Une barrière visant à empêcher les deux-roues autres que les vélos d’emprunter une nouvelle piste cyclable a été démontée, peu après sa mise en service. En cause, la dangerosité du dispositif, que l’actuelle équipe municipale nie avoir ordonné… tout comme l’ancienne.
Y aurait-il un syndrome de la rue Mélanie dans les couloirs de la municipalité à Strasbourg ? Pour rappel, cet aménagement kafkaïen d’une rue avait été moqué en France et avait collé aux basques de l’ancienne équipe municipale, comme le sparadrap du capitaine Haddock.
Le nouvel épisode aurait pu plaire à ce capitaine de la marine marchande, puisqu’il prend place rue de Rotterdam, plus grand port d’Europe.

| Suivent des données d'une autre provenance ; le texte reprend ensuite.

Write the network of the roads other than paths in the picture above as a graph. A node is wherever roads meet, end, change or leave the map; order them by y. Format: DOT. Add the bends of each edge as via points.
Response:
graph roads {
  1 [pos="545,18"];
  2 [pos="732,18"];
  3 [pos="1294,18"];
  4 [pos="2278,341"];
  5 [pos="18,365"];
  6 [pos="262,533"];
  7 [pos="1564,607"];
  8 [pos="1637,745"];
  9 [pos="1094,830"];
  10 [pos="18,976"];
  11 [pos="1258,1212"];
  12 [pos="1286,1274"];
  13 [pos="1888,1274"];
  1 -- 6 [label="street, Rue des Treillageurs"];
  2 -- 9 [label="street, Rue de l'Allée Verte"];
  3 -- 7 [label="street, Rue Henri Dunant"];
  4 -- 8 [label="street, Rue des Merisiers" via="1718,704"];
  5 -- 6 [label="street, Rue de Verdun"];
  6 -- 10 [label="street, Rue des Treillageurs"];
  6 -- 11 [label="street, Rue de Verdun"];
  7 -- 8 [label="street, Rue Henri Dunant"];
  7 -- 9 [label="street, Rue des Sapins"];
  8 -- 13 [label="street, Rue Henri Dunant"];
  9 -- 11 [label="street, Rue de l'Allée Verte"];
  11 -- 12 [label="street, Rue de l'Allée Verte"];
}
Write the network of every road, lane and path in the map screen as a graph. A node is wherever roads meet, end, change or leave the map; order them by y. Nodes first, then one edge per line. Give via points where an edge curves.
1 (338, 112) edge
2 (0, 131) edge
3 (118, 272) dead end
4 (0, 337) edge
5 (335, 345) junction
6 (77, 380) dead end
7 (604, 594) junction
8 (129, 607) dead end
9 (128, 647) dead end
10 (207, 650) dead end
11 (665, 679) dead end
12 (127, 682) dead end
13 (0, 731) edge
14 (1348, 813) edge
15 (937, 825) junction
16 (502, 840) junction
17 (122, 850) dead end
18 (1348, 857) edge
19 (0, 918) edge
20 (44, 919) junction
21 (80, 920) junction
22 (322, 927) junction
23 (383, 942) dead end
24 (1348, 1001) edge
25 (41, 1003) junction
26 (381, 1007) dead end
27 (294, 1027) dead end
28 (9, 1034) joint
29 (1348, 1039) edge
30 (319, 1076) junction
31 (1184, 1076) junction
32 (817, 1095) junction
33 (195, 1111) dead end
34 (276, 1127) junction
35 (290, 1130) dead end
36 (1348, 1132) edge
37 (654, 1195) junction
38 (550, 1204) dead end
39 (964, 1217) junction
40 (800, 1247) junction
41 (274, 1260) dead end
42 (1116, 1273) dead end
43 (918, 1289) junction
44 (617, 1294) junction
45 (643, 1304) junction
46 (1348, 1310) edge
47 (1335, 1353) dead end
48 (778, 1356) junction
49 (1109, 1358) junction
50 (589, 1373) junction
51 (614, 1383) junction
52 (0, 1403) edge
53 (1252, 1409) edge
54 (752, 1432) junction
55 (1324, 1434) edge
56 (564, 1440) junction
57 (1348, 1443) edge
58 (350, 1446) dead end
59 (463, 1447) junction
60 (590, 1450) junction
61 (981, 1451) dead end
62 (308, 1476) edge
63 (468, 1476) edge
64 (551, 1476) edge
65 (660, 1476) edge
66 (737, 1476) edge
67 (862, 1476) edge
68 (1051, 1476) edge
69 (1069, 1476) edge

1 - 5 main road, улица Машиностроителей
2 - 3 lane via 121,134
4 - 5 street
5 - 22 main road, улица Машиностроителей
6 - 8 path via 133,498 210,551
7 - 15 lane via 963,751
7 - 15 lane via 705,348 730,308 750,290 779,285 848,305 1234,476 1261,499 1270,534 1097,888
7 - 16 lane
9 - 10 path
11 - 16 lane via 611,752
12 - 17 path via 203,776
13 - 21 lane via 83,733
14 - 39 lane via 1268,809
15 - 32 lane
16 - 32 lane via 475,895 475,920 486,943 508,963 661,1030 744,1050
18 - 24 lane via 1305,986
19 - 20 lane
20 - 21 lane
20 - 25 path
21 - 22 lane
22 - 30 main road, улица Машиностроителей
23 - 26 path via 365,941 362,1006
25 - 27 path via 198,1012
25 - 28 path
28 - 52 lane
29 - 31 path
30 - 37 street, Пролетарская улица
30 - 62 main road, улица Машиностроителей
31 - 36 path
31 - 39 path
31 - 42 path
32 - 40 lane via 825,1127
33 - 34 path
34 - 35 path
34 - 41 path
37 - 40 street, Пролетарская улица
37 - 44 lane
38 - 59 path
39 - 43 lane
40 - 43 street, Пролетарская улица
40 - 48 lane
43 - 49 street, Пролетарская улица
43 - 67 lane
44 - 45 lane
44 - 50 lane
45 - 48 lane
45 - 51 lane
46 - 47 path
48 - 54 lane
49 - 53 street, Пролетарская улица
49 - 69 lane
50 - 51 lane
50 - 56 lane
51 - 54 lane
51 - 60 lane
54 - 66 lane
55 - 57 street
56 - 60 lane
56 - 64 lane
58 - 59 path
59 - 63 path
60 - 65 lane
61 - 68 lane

En cause, un dispositif baroque visant à empêcher les deux roues autres que les vélos de passer.
Dans cette rue désormais réservée aux mobilités douces, une longue piste cyclable borde désormais l’école maternelle du Conseil des XV. Le lieu sent le neuf : le goudron a encore des reflets noirs, les arbres ne se sont pas émancipés de leur tuteur, et une odeur de copeaux de bois émane du lieu, abondamment végétalisé. Problème, des scooters ou véhicules deux-roues motorisés l’empruntent à vive allure. D’où l’idée de cette barrière.
Mais le dispositif, mal éclairé et étrangement pensé, a vite été pris en grippe par les cyclistes qui y dénoncent un danger. L’association CADR 67 le pointe sur sa page Facebook, le 19 août, démontrant sa dangerosité couplée à son inutilité, les contrevenants pouvant facilement le contourner. Il n’en faut pas plus pour que des internautes narquois le tournent en dérision.
Chose rare, dans les commentaires, Landdry Augier de Lajallet, l’adjoint chargé des mobilités, répond directement. Plus surprenant encore : il dénonce à son tour (il n’a pas donné suite à nos sollicitations) l’installation. « L’exécutif actuel n’a jamais validé un tel dispositif, assure-t-il. Ni l’adjointe de quartier ni moi-même n’avons été informés de cette pose et nous n’avons validé ni son emplacement ni les modalités précises de son installation. Nous partageons donc pleinement le constat que ce dispositif n’est pas adapté à cet emplacement. »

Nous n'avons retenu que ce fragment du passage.